» **What to work on**:
An image-free reproduction of the data below is needed: print it exactly.

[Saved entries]
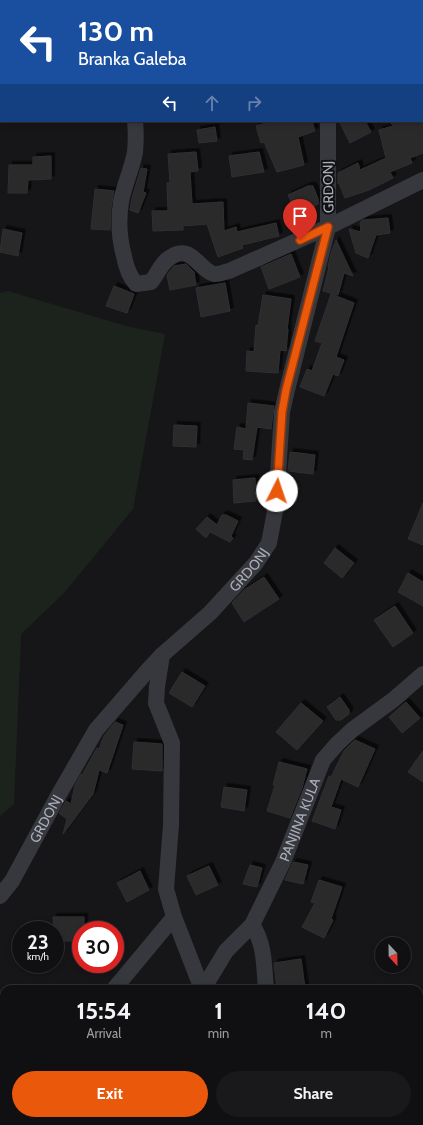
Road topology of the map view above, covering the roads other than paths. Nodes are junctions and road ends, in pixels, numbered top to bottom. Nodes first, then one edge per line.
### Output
1 (135, 122) edge
2 (328, 122) edge
3 (423, 180) edge
4 (328, 227) junction
5 (162, 655) junction
6 (423, 674) edge
7 (0, 896) edge
8 (174, 917) junction
9 (252, 925) junction
10 (117, 985) edge
11 (201, 985) edge
12 (205, 985) edge
13 (265, 985) edge

1 - 4 street
2 - 4 street, GRDONJ
3 - 4 street
4 - 5 street, GRDONJ
5 - 7 street, GRDONJ
5 - 8 street
6 - 9 street, PANJINA KULA
8 - 10 street
8 - 11 street
9 - 12 street, PANJINA KULA
9 - 13 street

» **Task solution**:
Road topology of the map view above, covering the roads other than paths. Nodes are junctions and road ends, in pixels, numbered top to bottom. Nodes first, then one edge per line.
### Output
1 (135, 122) edge
2 (328, 122) edge
3 (423, 180) edge
4 (328, 227) junction
5 (162, 655) junction
6 (423, 674) edge
7 (0, 896) edge
8 (174, 917) junction
9 (252, 925) junction
10 (117, 985) edge
11 (201, 985) edge
12 (205, 985) edge
13 (265, 985) edge

1 - 4 street
2 - 4 street, GRDONJ
3 - 4 street
4 - 5 street, GRDONJ
5 - 7 street, GRDONJ
5 - 8 street
6 - 9 street, PANJINA KULA
8 - 10 street
8 - 11 street
9 - 12 street, PANJINA KULA
9 - 13 street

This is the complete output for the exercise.